-- Dataset records follows --

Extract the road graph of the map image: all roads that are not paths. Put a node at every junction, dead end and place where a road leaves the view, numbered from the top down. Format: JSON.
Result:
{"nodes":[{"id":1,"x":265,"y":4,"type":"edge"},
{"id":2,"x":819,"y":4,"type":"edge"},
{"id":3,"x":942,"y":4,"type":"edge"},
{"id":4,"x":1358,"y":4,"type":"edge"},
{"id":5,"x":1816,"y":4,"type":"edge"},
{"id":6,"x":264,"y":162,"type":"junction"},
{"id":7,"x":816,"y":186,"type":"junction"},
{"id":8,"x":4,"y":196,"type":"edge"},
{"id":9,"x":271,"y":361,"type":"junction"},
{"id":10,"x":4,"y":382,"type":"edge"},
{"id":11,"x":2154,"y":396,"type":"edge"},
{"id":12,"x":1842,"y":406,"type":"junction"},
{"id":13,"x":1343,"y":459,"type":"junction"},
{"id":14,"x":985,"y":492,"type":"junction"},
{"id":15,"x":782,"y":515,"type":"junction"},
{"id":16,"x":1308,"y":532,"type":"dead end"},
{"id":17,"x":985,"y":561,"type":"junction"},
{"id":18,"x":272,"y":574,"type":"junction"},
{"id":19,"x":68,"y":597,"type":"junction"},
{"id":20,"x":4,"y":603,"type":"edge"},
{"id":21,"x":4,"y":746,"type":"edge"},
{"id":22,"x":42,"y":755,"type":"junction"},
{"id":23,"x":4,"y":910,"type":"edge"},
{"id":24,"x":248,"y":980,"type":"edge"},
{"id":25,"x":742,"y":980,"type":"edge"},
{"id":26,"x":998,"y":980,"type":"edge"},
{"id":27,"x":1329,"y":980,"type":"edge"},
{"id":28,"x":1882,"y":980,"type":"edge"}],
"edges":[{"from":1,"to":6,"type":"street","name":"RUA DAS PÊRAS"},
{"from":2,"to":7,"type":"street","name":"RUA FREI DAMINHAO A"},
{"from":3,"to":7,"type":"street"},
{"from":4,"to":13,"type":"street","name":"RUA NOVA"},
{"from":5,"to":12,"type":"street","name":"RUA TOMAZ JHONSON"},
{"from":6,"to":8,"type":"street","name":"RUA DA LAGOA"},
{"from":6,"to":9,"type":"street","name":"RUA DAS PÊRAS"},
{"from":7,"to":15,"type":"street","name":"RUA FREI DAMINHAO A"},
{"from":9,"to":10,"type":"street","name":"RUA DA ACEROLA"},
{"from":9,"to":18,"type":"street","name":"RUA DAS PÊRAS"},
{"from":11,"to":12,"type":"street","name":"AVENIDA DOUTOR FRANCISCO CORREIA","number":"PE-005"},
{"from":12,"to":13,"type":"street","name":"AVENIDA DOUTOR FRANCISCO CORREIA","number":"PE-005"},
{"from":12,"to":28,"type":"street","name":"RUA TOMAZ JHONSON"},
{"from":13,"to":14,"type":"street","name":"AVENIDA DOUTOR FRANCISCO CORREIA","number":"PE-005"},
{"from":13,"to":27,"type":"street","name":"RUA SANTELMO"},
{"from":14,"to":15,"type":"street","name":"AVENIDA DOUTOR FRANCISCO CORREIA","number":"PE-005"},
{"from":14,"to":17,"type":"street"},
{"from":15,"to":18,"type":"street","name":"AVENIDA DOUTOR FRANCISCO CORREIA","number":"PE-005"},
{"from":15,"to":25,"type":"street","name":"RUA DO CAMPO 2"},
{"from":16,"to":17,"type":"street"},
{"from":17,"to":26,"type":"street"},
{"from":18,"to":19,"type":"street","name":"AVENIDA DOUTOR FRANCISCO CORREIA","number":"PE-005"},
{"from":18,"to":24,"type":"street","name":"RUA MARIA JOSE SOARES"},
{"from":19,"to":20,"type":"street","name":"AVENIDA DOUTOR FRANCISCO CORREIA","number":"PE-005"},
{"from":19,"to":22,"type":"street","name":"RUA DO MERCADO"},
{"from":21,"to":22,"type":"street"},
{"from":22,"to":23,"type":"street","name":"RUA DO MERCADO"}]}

-- Dataset records concluded --

A complete answer reproduces every line of the records in which the word "PÊRAS" occurs.

"edges":[{"from":1,"to":6,"type":"street","name":"RUA DAS PÊRAS"},
{"from":6,"to":9,"type":"street","name":"RUA DAS PÊRAS"},
{"from":9,"to":18,"type":"street","name":"RUA DAS PÊRAS"},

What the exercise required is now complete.